We should require registration of all AI models above a certain level of power, much as we require corporate registration. And we should define current best practices in the management of AI systems and make them mandatory, subject to regular, consistent disclosures and auditing, much as we require public companies to regularly disclose their financials.

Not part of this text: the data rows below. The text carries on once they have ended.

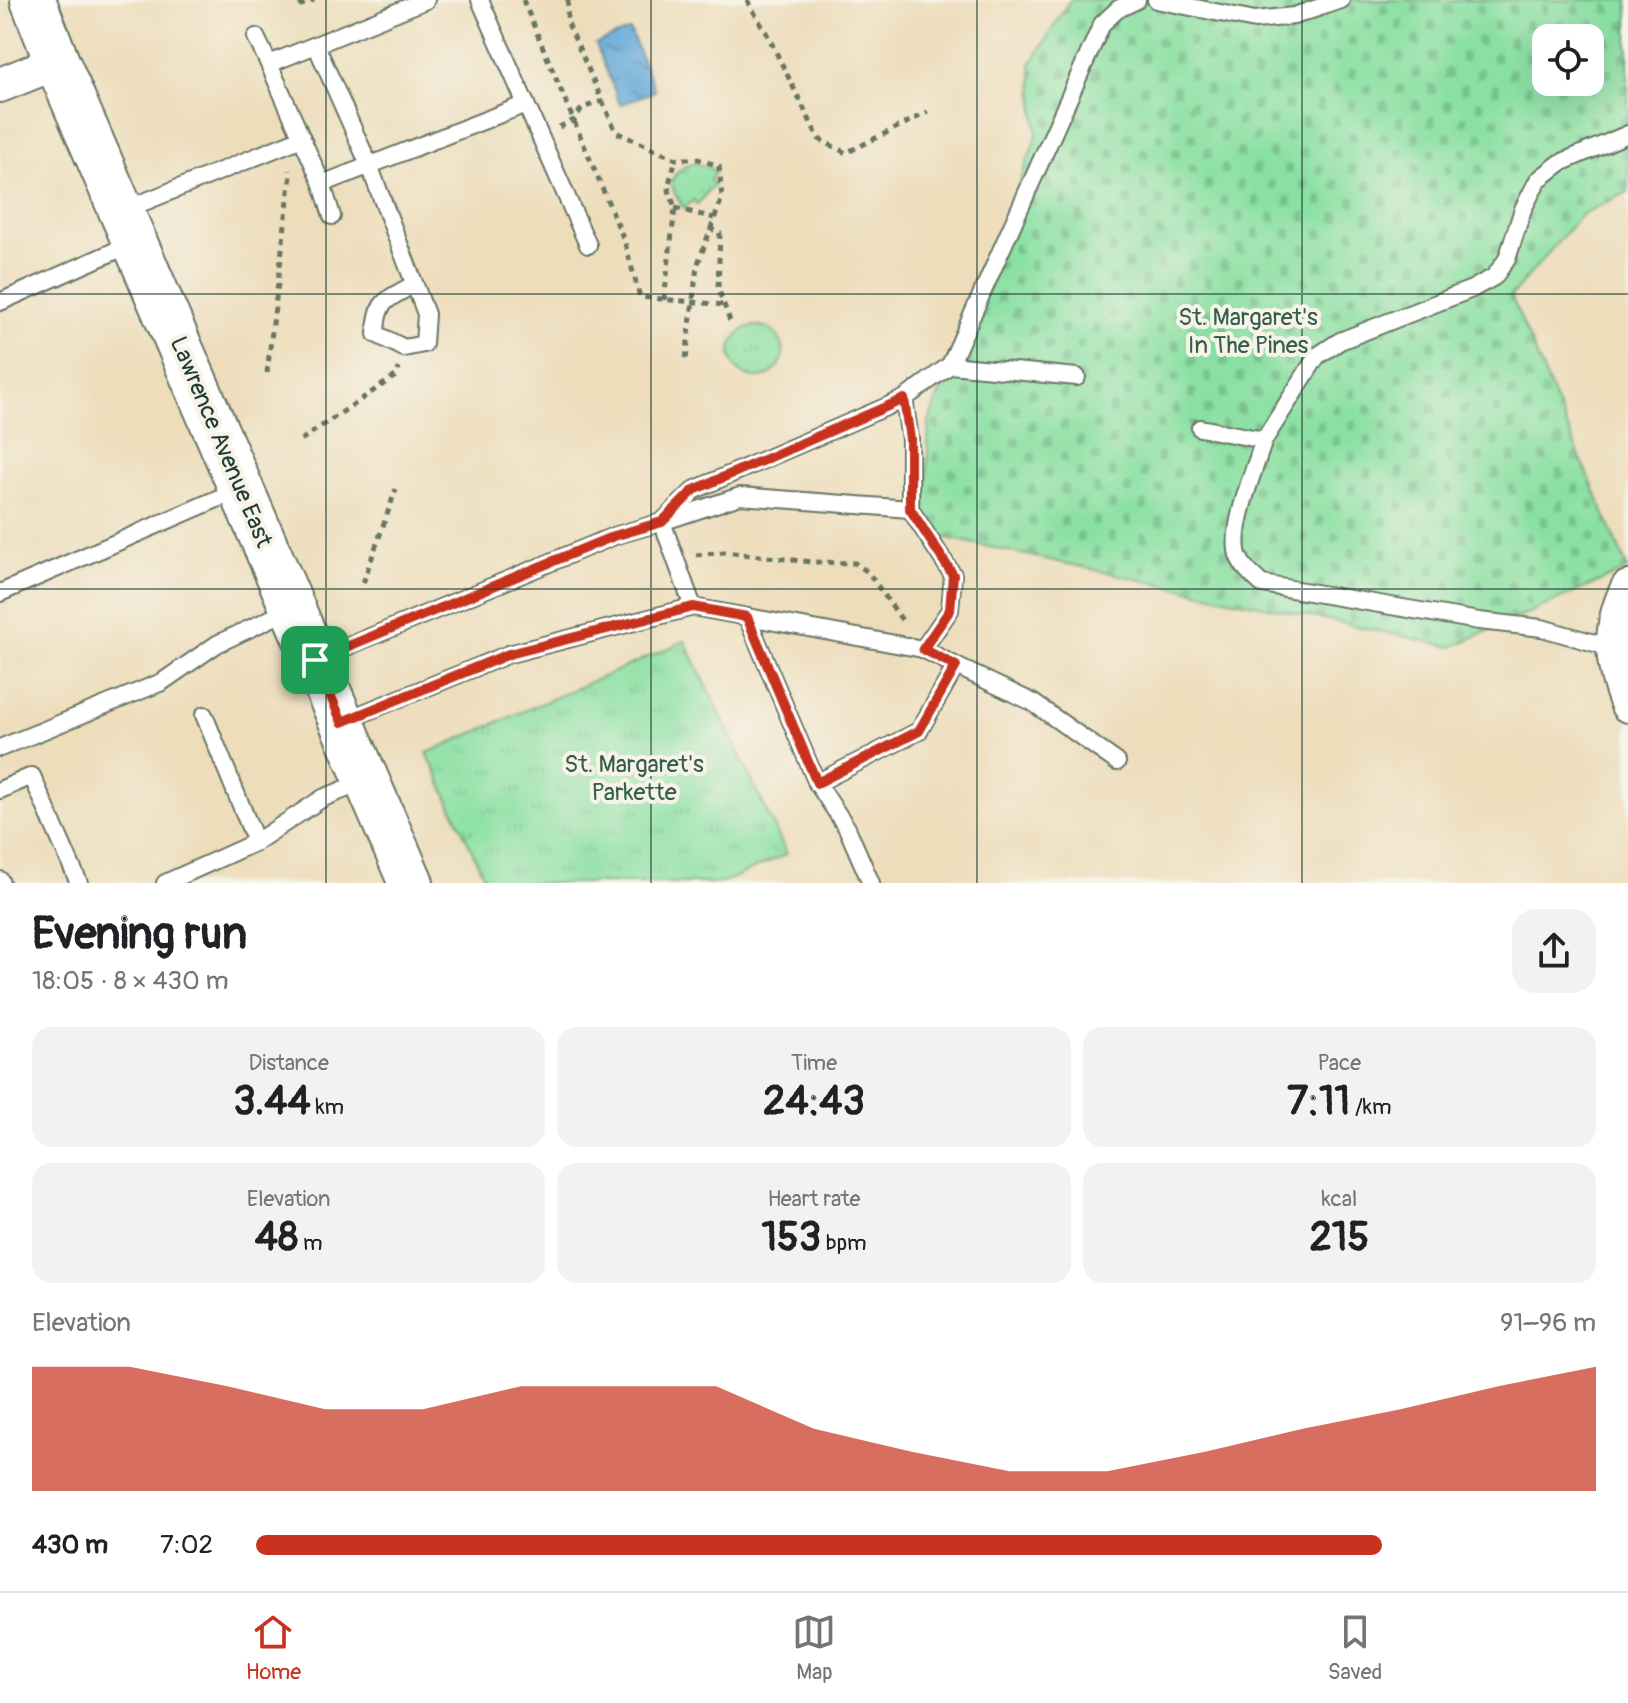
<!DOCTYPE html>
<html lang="en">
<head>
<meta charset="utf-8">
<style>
	body { margin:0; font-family:Pangolin,sans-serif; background:#f2f2f2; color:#202124; height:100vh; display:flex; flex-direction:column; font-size:30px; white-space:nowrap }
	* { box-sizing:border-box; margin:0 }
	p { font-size:26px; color:#757577 }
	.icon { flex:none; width:44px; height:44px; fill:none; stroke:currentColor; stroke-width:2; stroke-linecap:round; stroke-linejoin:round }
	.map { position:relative; height:883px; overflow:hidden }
	.side { display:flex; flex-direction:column; background:#fff; flex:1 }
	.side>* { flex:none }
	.fabs { position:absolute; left:1532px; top:24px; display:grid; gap:16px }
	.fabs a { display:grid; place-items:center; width:72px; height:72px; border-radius:16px; background:#fff; box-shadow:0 8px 32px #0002; font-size:40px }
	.pin { position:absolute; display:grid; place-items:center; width:68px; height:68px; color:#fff; margin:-34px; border-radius:16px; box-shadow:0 4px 12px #0006 }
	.round { display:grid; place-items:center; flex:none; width:84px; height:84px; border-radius:24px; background:#f2f2f2 }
	.head { display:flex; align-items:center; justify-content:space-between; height:136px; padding:0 32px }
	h1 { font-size:44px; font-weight:700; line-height:60px }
	.figures { display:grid; grid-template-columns:repeat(3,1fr); gap:12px; height:136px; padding:8px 32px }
	.figures div { display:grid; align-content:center; border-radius:20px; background:#f2f2f2; text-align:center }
	.figures b { font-size:40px; font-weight:700 }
	.figures small { font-size:22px; font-weight:400 }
	.figures p { font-size:22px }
	.chart { height:224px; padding:16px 32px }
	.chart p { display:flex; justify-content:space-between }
	.chart svg { width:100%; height:144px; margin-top:8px; fill:#c8321e; opacity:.7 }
	ul { padding:0 32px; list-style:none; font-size:26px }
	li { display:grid; grid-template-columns:128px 96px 1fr; align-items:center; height:60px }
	li i { height:20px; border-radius:10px; background:#c8321e }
	.menu { display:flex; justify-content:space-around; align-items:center; height:112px; border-top:2px solid #e0e0e0; background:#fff; font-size:22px; color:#757577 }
	.menu a { display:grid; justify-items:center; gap:4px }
	.menu .current { color:#c8321e }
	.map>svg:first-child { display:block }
	.cemetery { fill:url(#cemetery-stones); stroke:#548e6c; stroke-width:2; fill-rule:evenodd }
	.park { fill:url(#park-tufts); stroke:#548e6c; stroke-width:2 }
	.water { fill:url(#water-ripples); stroke:#407286; stroke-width:2 }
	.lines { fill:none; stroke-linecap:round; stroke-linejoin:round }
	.service-casing { stroke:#677563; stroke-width:20 }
	.minor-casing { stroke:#677563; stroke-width:38 }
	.secondary-casing { stroke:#677563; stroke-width:48 }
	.path { stroke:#677563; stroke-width:5; stroke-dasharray:6 6; stroke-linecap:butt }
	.service { stroke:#fff; stroke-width:16 }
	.minor { stroke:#fff; stroke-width:34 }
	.secondary { stroke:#fff; stroke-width:44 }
	.route-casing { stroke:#fff; stroke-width:16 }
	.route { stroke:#c8321e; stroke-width:10 }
	.grid { fill:none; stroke:#1f3d34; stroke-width:2; stroke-opacity:0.55 }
	.labels { text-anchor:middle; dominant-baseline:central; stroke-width:8; stroke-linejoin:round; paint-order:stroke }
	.park-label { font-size:24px; fill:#345e4a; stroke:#f7f3e8 }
	.street-label { font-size:24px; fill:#1f3d34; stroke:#f7f3e8 }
</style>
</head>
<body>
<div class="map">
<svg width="1628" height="883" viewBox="0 0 1628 883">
	<defs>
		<pattern id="cemetery-stones" width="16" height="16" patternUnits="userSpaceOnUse" patternTransform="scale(2)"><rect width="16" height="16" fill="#8ae0a3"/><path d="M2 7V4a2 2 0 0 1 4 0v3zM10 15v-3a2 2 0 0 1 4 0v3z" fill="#77c18d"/></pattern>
		<pattern id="park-tufts" width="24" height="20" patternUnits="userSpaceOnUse" patternTransform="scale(2)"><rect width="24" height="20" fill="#8ae0a3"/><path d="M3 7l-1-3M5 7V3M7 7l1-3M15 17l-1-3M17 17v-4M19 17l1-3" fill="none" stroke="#77c18d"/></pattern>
		<pattern id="water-ripples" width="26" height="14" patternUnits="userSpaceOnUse" patternTransform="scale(2)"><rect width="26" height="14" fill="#62a8d8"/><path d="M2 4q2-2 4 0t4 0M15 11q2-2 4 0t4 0" fill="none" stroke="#508ab0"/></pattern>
	</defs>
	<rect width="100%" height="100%" fill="#f7f3e8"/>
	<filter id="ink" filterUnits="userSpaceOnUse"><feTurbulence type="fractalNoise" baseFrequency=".0125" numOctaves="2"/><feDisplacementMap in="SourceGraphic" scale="16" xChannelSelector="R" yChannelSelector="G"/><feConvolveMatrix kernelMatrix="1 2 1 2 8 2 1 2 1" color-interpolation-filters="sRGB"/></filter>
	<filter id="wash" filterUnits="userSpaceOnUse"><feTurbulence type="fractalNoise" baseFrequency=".006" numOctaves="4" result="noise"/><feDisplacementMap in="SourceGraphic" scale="32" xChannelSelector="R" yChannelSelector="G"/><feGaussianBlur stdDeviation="1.8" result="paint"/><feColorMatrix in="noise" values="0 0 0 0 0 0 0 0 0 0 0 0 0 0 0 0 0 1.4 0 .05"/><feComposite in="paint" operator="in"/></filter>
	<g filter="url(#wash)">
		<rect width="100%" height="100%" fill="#edddbb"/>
		<path class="cemetery" d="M1070,0H1628V192L1582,214L1511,296L1628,569L1452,647L925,533L929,421L1037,135L1031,64ZM1546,38H1590V82H1546Z"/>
		<g class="park">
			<path d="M696,163L716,171L710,180L714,185L697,205L694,200L684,208L675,194L671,182C677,170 683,166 696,163Z"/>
			<circle cx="757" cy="352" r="26"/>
			<polygon points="685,641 787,854 722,883 487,883 427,753"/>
		</g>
		<polygon class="water" points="630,30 655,91 620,105 596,44"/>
	</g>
	<g filter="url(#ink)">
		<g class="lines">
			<g class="service-casing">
				<g id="service">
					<polyline points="426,0 269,64 322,184 526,104"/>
					<polyline points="480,0 588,245"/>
					<polyline points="1156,0 1255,20 1294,16 1341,0"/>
					<polyline points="256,37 269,64"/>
					<path d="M316,45L369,165L426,314L424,344L404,348L376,334C377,299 386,301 414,284"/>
					<polyline points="322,184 332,216"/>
					<polyline points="122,211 302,138"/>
					<polyline points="0,302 133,243"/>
					<polyline points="950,365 1102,24 1118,9 1137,0"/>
					<path d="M1200,428L1264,440C1255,468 1230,527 1238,555C1242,567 1253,576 1262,584L1479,621L1542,628L1612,648"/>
					<polyline points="1264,440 1317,356 1340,341 1472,289 1494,277 1507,259 1523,209 1538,180 1560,163 1628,134"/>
					<polyline points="0,593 240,489"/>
					<polyline points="693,607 662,522 740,496 910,509"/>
					<polyline points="747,617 817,783 847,828 871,883"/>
					<polyline points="923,649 956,666"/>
					<polyline points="317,659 614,536 662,522 694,490 904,399 950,365 1077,377"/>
					<polyline points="204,715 256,842"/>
					<polyline points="344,721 509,654 693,607 923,649 950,610 953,575 910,509 910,439 904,399"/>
					<polyline points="0,748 162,682 217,644 291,609"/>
					<polyline points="817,783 919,731 956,666 1032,702 1117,762"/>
					<polyline points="0,790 32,776 79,883"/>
					<polyline points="0,880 1,883"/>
					<polyline points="165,883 256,842 323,798 365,781"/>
				</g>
			</g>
			<g class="minor-casing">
				<g id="minor">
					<polyline points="0,85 57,62"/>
					<path d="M1628,588C1608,629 1611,664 1628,705"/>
				</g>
			</g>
			<g class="secondary-casing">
				<polyline id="secondary" points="33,0 57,62 411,883"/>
			</g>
			<g class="path">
				<polyline points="523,0 624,240 640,297 725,305"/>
				<polyline points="568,0 567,21 616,132 676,159 698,159 719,166 722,198 697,266 686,359"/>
				<polyline points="747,0 768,36 819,139 846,153 928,112"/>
				<polyline points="299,6 314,0"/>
				<polyline points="559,127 574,120 582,108 603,101"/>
				<polyline points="675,208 714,218"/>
				<polyline points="709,228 720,233 718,288 730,321"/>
				<polyline points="664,300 675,208 668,187 676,159"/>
				<polyline points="267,373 291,175 290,170"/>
				<polyline points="301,440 397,375 399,368"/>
				<polyline points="696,555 725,552 811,562 855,563 868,572 904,623"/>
				<polyline points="363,583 396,489"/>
			</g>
			<use href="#service" class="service"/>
			<use href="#minor" class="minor"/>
			<use href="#secondary" class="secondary"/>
		</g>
	</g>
	<g class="lines" filter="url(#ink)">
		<g class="route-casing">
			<polygon id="route" points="904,399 910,439 910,509 953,575 950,610 923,649 956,666 919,731 817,783 747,617 693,607 509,654 342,722 315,660 614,536 662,522 694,490"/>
		</g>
		<use href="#route" class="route"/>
	</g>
	<path class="grid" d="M326,0V883M651,0V883M977,0V883M1302,0V883M0,294H1628M0,589H1628"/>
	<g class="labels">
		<g class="park-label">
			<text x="1248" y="317">St. Margaret's<tspan x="1248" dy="28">In The Pines</tspan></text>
			<text x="634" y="764">St. Margaret's<tspan x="634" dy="28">Parkette</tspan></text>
		</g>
		<g class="street-label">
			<text transform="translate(221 442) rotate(67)">Lawrence Avenue East</text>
		</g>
	</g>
</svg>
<div class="fabs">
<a><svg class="icon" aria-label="locate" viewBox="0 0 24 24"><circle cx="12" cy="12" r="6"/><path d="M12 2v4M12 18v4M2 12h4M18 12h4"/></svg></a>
</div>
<div class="pin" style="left:315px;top:660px;background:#1e9e55"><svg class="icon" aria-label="arrive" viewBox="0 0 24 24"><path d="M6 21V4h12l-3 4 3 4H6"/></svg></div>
</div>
<section class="side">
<div class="head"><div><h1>Evening run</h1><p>18:05 · 8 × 430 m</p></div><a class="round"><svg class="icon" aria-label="share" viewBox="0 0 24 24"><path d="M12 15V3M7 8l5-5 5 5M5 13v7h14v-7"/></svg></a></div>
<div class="figures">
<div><p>Distance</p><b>3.44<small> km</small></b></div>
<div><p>Time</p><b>24:43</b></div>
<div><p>Pace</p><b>7:11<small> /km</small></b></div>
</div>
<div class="figures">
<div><p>Elevation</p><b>48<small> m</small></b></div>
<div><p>Heart rate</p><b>153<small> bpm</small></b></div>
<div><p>kcal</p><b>215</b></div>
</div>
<div class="chart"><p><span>Elevation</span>91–96 m</p>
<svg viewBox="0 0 160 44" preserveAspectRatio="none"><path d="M0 44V6L10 6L20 12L30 19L40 19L50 12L60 12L70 12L80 25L90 32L100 38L110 38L120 32L130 25L140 19L150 12L160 6V44z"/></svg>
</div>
<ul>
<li><b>430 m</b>7:02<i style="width:84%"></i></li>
</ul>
</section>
<nav class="menu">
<a class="current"><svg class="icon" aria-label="home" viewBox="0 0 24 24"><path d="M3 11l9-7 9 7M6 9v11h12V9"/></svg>Home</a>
<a><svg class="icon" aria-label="map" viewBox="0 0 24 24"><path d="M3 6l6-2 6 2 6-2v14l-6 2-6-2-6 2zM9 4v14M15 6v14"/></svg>Map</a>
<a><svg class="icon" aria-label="saved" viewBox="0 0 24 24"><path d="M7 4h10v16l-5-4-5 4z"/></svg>Saved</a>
</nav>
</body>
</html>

The work that Timnit Gebru, Margaret Mitchell, and their coauthors have done on the disclosure of training data (“Datasheets for Datasets”) and the performance characteristics and risks of trained AI models (“Model Cards for Model Reporting”) are a good first draft of something much like the Generally Accepted Accounting Principles (and their equivalent in other countries) that guide US financial reporting. Might we call them “Generally Accepted AI Management Principles”?

It’s essential that these principles be created in close cooperation with the creators of AI systems, so that they reflect actual best practice rather than a set of rules imposed from without by regulators and advocates. But they can’t be developed solely by the tech companies themselves. In his book Voices in the Code, James G. Robinson (now Director of Policy for OpenAI) points out that every algorithm makes moral choices, and explains why those choices must be hammered out in a participatory and accountable process. There is no perfectly efficient algorithm that gets everything right. Listening to the voices of those affected can radically change our understanding of the outcomes we are seeking.

But there’s another factor too. OpenAI has said that “Our alignment research aims to make artificial general intelligence (AGI) aligned with human values and follow human intent.” Yet many of the world’s ills are the result of the difference between stated human values and the intent expressed by actual human choices and actions. Justice, fairness, equity, respect for truth, and long-term thinking are all in short supply. An AI model such as GPT4 has been trained on a vast corpus of human speech, a record of humanity’s thoughts and feelings. It is a mirror. The biases that we see there are our own. We need to look deeply into that mirror, and if we don’t like what we see, we need to change ourselves, not just adjust the mirror so it shows us a more pleasing picture!

To be sure, we don’t want AI models to be spouting hatred and misinformation, but simply fixing the output is insufficient. We have to reconsider the input—both in the training data and in the prompting. The quest for effective AI governance is an opportunity to interrogate our values and to remake our society in line with the values we choose. The design of an AI that will not destroy us may be the very thing that saves us in the end.